Collected data

= = = = = = =

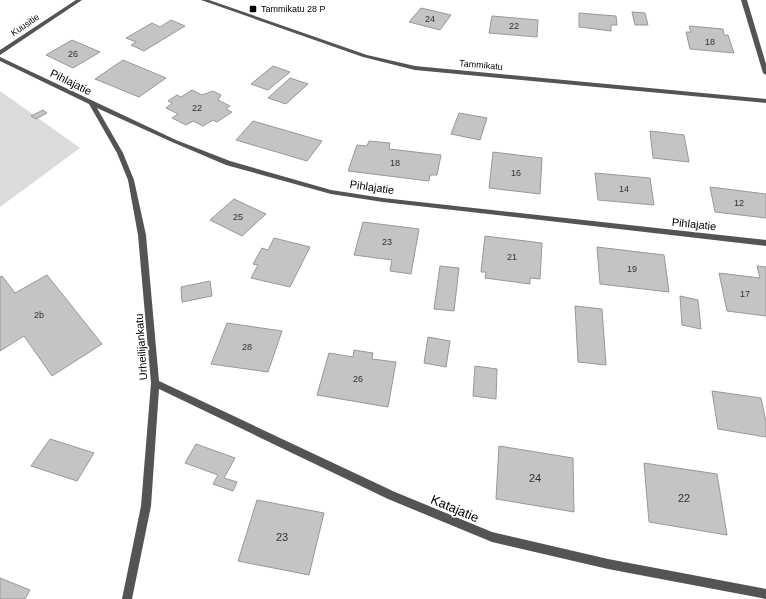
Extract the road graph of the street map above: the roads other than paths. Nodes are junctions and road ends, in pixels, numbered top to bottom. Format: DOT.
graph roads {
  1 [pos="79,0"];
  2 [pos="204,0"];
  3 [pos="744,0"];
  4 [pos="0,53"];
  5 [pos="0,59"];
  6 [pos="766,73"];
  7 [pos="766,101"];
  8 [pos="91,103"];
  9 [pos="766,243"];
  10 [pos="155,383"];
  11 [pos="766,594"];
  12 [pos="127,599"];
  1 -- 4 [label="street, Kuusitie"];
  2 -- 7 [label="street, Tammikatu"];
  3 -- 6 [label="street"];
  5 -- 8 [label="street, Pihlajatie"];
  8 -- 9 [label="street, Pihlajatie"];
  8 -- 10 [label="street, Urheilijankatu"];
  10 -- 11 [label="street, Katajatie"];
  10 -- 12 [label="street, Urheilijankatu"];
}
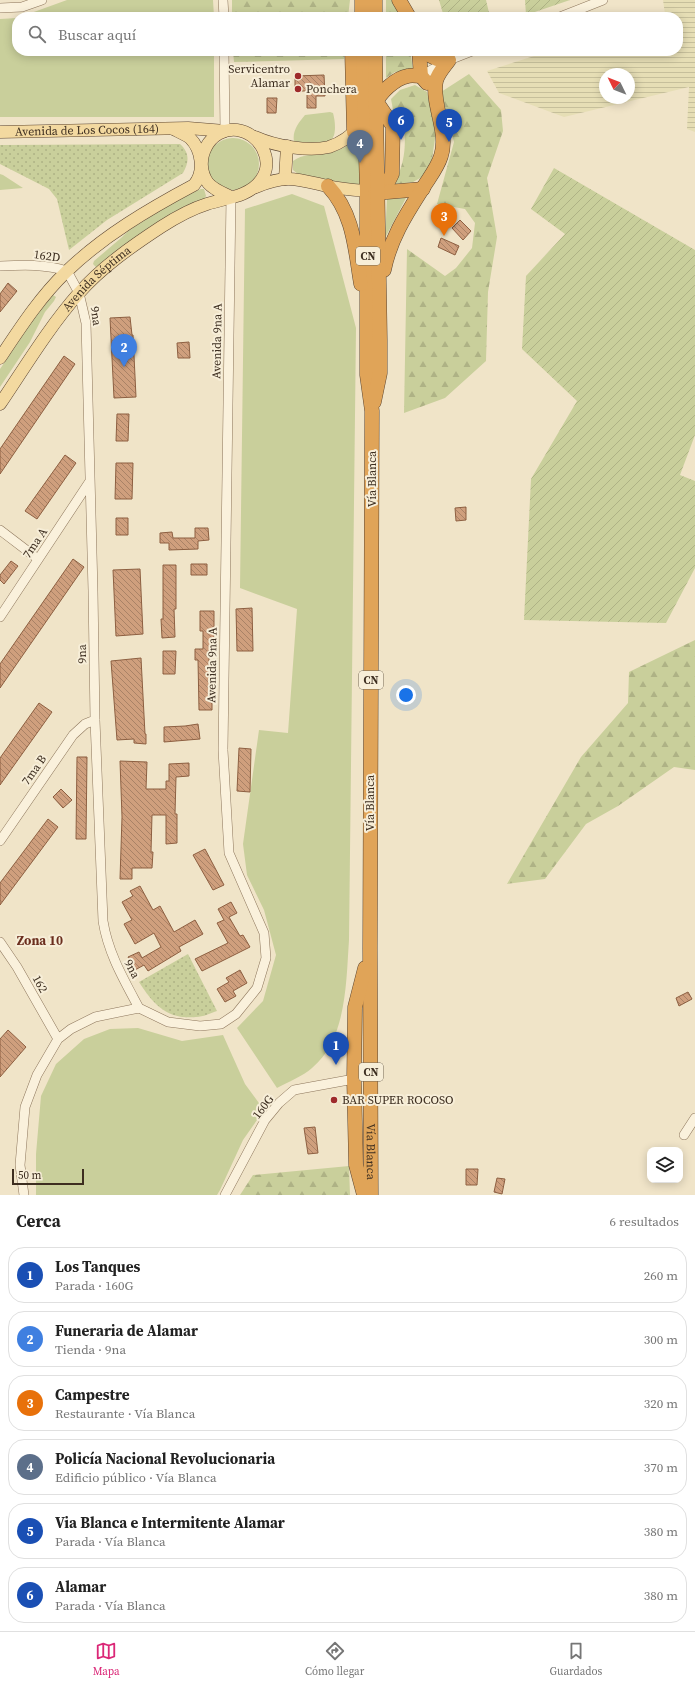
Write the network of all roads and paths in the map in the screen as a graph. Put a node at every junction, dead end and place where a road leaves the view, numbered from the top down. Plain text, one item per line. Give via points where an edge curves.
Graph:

= = = = = = =

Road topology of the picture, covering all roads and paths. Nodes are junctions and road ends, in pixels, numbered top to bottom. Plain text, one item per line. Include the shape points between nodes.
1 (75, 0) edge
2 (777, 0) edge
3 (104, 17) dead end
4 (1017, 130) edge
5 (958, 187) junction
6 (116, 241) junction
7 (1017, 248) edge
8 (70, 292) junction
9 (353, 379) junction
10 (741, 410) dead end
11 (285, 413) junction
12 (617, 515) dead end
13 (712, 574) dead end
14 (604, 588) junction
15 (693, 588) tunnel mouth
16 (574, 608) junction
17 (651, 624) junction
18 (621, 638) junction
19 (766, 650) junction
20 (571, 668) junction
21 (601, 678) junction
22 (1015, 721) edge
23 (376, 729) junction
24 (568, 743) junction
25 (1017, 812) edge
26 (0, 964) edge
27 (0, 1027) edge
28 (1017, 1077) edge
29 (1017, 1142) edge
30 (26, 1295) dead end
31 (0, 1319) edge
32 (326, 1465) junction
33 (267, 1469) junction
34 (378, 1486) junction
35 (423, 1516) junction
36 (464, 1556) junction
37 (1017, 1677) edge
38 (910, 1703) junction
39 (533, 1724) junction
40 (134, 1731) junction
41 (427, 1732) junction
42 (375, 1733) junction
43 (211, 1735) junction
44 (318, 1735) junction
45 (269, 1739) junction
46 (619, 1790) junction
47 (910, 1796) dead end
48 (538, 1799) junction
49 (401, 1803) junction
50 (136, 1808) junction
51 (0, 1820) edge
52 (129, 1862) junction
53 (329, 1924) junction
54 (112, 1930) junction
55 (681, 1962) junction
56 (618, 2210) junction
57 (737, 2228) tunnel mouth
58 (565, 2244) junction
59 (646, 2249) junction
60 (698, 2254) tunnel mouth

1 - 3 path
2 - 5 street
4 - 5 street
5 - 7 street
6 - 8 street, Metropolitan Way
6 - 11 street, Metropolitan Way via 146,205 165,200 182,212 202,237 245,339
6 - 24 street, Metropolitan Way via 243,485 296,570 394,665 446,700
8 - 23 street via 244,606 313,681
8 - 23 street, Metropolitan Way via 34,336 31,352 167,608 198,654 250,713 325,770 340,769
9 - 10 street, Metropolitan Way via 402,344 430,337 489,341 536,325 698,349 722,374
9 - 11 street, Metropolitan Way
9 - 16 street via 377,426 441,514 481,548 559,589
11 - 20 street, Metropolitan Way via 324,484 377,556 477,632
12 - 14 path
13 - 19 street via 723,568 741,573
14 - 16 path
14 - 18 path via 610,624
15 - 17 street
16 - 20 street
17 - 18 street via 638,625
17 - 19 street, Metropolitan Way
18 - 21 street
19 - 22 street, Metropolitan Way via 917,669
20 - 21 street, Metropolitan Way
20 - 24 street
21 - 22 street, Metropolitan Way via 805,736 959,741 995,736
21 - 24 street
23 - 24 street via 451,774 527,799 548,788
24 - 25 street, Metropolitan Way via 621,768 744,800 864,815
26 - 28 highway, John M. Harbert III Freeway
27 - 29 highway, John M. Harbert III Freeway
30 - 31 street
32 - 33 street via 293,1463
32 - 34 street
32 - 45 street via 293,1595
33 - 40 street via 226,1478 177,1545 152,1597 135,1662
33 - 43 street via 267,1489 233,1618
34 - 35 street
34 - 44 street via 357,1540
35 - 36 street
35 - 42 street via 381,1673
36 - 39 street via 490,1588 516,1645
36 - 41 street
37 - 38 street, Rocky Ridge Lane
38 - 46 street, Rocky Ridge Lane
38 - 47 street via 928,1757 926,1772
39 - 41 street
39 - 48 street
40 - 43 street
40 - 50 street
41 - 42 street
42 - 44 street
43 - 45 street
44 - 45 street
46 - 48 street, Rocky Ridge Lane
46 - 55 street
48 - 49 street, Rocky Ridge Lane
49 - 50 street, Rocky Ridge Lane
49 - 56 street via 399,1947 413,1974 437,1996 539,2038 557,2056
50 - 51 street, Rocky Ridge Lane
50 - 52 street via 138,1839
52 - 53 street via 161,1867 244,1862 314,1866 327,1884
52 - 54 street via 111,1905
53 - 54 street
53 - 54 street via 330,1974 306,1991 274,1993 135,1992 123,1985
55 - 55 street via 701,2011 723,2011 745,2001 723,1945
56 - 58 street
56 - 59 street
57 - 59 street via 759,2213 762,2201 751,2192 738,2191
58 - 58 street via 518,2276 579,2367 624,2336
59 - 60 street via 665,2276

= = = = = = =

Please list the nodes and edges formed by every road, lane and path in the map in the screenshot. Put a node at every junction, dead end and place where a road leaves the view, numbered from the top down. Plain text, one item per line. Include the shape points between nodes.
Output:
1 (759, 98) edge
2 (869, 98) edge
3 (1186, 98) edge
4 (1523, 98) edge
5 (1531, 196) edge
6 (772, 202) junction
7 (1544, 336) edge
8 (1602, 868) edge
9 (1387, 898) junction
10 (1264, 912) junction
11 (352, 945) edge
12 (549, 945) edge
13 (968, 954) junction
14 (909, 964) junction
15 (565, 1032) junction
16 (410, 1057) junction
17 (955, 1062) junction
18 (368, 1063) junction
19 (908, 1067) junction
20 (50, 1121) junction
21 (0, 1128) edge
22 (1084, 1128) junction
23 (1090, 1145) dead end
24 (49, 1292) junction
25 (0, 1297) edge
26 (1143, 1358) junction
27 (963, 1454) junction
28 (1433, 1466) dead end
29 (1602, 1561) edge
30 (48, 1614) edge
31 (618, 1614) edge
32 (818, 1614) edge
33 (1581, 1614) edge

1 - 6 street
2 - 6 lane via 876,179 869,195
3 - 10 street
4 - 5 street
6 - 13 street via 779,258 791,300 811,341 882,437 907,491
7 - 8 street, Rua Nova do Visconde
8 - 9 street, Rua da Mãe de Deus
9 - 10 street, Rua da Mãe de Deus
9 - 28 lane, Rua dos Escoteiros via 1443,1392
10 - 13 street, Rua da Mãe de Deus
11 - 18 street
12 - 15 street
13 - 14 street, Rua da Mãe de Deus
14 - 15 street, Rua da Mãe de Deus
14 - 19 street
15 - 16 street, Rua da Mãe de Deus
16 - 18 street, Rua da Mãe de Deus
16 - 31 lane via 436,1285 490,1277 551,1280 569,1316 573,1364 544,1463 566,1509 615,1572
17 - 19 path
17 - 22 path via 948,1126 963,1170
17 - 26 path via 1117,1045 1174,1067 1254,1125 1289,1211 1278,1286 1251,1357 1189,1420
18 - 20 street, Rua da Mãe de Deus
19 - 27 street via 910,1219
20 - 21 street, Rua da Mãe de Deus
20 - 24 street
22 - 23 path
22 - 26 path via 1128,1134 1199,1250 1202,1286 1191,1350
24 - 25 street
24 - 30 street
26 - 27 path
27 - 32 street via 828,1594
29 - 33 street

= = = = = = =

Problem requirements = Gather up the lines containing the word "down" from these records and copy them.

Finished exercise =
Write the network of all roads and paths in the map in the screen as a graph. Put a node at every junction, dead end and place where a road leaves the view, numbered from the top down. Plain text, one item per line. Give via points where an edge curves.
Please list the nodes and edges formed by every road, lane and path in the map in the screenshot. Put a node at every junction, dead end and place where a road leaves the view, numbered from the top down. Plain text, one item per line. Include the shape points between nodes.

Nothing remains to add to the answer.